- [ABOUT THIS EXERCISE]
In the records below, some lines hold the word "family". Copy each of those lines.

Start of ENTRIES PROVIDED

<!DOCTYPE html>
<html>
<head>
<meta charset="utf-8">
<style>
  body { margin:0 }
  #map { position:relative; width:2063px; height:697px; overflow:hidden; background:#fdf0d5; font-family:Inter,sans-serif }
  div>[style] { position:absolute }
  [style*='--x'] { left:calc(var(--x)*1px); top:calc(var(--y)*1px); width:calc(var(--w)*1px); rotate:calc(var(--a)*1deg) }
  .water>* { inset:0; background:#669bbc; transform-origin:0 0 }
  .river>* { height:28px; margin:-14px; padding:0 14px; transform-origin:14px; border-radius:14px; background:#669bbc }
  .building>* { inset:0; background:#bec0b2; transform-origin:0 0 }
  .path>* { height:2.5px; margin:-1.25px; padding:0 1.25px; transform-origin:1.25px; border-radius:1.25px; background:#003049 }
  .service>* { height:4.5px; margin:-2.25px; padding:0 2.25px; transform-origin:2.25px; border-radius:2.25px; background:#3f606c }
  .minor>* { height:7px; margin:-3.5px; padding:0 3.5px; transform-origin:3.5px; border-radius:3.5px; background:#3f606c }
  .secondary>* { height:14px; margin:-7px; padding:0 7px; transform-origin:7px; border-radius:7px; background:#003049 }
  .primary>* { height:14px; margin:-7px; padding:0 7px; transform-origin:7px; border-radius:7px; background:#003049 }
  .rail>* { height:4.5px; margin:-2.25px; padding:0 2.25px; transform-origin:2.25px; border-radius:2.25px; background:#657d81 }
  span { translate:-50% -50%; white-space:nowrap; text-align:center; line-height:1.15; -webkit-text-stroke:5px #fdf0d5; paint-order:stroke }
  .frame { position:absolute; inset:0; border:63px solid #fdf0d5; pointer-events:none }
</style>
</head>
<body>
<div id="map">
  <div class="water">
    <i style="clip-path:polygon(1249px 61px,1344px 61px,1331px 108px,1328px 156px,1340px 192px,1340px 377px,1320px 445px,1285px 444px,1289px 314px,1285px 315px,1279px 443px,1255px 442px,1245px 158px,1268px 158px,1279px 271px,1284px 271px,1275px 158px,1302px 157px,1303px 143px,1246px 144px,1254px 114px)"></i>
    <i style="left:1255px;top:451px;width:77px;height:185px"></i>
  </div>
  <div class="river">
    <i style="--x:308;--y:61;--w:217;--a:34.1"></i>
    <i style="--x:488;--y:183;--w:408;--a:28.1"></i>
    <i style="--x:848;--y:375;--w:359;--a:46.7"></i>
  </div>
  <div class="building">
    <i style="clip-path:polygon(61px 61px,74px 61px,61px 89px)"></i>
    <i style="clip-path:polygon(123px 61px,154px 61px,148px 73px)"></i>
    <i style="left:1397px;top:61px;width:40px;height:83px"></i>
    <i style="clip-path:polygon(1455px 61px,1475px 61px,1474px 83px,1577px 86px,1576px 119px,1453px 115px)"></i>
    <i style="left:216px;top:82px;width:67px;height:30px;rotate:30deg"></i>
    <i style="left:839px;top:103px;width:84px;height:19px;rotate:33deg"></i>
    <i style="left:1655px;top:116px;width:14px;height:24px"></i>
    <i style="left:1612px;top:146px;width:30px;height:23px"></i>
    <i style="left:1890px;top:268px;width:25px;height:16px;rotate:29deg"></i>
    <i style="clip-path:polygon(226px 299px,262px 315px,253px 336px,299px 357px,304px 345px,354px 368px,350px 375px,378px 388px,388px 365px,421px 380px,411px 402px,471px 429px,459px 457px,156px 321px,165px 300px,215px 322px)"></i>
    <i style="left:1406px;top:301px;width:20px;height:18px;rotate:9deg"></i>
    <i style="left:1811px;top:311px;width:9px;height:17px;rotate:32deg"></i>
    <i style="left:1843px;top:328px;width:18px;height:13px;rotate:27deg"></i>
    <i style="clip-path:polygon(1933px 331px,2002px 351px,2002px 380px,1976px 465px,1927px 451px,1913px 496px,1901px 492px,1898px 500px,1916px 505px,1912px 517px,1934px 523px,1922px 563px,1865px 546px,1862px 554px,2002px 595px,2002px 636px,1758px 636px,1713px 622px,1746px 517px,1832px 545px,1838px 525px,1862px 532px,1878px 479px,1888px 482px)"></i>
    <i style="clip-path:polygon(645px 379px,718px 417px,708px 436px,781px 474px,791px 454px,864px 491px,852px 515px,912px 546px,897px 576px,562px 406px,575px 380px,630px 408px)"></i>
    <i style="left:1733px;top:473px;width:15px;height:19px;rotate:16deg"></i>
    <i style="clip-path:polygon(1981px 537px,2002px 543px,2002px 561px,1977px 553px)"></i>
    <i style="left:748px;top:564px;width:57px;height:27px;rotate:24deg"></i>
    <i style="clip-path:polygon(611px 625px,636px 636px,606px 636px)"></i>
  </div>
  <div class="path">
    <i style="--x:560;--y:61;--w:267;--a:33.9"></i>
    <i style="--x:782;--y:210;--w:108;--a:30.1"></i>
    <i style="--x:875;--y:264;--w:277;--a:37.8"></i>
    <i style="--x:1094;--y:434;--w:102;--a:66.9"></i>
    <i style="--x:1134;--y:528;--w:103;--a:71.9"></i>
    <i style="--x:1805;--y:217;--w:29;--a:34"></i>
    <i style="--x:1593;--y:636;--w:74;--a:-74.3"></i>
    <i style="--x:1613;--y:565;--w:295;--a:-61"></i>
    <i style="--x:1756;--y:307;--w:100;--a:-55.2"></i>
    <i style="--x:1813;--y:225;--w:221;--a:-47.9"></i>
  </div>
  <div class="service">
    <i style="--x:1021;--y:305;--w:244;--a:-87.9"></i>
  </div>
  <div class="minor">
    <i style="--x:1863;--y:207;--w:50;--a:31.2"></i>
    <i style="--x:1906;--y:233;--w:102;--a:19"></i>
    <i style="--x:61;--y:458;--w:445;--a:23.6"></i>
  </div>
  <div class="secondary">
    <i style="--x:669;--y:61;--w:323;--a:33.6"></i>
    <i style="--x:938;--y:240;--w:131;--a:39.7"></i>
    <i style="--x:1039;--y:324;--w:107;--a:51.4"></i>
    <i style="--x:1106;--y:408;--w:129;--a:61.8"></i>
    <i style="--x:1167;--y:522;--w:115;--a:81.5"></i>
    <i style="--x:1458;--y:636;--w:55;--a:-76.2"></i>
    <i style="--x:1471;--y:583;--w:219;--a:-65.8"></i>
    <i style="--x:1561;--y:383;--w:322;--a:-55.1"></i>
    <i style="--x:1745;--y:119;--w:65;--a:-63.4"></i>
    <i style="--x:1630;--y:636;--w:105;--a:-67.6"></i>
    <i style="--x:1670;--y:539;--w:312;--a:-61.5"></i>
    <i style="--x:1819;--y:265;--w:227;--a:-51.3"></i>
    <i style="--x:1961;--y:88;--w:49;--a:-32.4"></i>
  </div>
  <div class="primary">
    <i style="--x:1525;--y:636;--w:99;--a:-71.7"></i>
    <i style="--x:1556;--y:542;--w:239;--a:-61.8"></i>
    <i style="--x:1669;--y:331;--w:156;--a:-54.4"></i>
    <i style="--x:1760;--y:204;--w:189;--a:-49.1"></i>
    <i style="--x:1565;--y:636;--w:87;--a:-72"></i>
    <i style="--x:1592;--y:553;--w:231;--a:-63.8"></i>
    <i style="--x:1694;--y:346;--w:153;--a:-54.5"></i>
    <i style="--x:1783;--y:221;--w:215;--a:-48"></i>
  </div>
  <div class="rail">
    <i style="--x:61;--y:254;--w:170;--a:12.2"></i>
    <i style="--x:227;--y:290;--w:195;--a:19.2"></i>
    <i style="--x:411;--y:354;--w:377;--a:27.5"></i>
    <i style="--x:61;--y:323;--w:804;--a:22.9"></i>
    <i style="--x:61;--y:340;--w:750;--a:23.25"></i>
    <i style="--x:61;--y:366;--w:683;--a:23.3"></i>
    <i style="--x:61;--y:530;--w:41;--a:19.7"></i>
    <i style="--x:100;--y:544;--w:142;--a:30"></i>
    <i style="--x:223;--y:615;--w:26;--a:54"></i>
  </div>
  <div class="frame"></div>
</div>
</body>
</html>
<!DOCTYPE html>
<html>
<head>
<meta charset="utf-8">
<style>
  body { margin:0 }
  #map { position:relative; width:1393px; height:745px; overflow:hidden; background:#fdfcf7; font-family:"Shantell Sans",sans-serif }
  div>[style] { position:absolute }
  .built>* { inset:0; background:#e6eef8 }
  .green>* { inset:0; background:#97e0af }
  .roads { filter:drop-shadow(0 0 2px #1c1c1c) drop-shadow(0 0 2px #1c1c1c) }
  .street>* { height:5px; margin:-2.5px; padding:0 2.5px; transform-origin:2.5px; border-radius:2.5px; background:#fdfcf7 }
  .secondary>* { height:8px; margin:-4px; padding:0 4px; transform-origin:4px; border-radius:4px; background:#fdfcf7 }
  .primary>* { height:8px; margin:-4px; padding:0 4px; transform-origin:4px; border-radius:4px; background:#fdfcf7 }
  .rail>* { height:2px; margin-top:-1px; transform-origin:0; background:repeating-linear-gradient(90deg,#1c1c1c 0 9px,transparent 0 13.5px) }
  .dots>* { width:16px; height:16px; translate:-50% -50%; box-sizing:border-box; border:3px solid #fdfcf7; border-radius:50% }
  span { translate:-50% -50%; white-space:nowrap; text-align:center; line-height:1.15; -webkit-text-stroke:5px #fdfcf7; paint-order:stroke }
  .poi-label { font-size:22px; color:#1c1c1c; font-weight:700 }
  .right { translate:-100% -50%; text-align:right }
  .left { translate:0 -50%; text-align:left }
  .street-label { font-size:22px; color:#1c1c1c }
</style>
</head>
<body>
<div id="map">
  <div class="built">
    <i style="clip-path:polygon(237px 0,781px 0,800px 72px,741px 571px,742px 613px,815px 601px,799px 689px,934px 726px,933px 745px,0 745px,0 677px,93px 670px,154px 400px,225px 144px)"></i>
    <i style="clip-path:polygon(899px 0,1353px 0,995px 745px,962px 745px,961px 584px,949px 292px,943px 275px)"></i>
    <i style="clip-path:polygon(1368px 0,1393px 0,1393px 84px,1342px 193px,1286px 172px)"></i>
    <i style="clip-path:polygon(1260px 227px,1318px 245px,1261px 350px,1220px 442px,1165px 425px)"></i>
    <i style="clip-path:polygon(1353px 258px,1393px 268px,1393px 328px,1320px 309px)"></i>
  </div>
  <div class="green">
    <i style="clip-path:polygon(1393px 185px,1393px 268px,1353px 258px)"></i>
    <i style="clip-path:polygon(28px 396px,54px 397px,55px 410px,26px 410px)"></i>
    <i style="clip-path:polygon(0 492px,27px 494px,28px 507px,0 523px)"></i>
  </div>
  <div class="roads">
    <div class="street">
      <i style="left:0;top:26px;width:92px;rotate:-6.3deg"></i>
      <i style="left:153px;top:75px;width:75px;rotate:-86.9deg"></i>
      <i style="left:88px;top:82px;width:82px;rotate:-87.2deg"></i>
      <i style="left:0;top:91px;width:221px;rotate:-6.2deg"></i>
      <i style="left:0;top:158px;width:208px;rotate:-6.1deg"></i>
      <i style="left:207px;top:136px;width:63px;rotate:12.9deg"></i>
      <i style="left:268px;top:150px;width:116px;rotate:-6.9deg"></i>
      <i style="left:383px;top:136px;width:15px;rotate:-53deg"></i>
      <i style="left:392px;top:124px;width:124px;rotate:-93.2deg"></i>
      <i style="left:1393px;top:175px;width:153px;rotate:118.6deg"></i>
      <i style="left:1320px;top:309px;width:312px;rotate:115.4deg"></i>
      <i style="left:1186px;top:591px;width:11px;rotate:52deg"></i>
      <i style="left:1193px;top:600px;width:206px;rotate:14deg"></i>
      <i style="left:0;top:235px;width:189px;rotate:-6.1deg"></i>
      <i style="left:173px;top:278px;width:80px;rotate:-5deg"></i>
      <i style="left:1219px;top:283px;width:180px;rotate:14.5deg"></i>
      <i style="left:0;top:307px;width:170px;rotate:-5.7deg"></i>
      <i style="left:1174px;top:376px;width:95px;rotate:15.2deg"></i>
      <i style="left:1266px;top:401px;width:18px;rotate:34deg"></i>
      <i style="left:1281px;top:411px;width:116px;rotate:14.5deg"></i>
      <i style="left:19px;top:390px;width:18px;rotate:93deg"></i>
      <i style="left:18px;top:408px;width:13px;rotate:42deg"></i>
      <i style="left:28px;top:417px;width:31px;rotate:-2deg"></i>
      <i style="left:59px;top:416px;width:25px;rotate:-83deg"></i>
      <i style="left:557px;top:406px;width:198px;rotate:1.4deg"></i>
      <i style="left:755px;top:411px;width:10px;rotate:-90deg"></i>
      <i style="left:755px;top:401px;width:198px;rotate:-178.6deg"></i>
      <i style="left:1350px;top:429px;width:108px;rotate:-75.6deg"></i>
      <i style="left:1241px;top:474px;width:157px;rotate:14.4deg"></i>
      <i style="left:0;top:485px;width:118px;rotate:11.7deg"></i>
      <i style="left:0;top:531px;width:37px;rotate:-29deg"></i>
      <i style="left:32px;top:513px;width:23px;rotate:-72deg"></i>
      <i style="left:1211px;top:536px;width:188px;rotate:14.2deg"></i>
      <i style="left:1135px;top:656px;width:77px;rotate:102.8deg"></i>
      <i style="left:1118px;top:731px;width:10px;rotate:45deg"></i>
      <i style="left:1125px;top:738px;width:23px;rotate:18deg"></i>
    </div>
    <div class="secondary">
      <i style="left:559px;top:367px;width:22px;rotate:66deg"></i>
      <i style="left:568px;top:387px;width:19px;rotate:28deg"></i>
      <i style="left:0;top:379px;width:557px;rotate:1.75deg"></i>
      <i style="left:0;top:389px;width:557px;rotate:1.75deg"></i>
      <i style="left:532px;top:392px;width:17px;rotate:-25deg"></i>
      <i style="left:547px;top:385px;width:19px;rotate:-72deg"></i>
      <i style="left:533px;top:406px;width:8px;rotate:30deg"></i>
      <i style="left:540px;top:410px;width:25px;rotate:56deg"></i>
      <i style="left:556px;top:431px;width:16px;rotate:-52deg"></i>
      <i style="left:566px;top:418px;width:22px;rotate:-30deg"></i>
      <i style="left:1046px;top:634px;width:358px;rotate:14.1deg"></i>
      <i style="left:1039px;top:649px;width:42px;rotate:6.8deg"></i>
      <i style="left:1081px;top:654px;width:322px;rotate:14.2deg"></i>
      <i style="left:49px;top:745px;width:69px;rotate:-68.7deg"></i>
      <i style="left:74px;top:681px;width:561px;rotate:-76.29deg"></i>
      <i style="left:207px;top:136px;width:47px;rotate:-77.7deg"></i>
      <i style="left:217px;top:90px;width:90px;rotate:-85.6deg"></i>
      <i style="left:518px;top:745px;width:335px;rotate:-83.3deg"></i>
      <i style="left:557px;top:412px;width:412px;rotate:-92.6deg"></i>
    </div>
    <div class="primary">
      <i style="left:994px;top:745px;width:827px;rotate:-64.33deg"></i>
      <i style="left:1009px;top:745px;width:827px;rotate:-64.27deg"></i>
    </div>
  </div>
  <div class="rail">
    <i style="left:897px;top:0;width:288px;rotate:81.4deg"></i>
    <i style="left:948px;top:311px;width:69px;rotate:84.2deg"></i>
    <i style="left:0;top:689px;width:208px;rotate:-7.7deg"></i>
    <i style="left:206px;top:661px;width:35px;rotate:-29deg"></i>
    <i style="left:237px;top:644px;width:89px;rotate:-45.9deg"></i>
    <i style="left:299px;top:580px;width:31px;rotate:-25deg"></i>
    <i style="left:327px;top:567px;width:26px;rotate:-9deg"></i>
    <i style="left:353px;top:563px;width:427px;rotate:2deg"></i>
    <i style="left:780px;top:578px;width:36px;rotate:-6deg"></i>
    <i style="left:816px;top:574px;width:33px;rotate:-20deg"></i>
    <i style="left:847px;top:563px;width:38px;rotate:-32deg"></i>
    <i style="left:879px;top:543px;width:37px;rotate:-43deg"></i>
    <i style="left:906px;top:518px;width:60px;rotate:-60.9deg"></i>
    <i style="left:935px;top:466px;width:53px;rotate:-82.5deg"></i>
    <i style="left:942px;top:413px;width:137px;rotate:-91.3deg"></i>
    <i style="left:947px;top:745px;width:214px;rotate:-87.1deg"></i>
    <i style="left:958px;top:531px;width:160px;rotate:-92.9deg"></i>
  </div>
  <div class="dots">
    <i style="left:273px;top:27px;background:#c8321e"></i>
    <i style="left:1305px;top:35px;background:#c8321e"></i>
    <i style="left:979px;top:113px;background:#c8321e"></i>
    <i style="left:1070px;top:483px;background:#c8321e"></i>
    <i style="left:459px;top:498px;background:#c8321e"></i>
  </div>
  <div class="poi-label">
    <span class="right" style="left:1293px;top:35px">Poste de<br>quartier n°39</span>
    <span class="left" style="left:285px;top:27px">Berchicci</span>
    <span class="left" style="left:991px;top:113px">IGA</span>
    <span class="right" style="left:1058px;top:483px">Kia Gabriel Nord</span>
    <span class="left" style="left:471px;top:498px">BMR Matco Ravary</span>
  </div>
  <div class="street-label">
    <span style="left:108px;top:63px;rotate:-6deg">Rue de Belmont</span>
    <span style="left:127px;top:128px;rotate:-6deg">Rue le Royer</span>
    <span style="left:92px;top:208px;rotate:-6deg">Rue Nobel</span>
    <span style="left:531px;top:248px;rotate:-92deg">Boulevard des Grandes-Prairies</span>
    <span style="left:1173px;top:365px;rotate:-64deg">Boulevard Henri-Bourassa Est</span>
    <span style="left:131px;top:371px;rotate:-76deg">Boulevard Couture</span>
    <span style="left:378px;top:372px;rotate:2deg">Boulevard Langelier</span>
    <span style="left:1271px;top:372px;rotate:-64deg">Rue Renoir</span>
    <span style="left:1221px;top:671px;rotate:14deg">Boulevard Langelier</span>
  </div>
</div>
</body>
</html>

End of ENTRIES PROVIDED

- [REPLY TO THE EXERCISE]
  #map { position:relative; width:2063px; height:697px; overflow:hidden; background:#fdf0d5; font-family:Inter,sans-serif }
  #map { position:relative; width:1393px; height:745px; overflow:hidden; background:#fdfcf7; font-family:"Shantell Sans",sans-serif }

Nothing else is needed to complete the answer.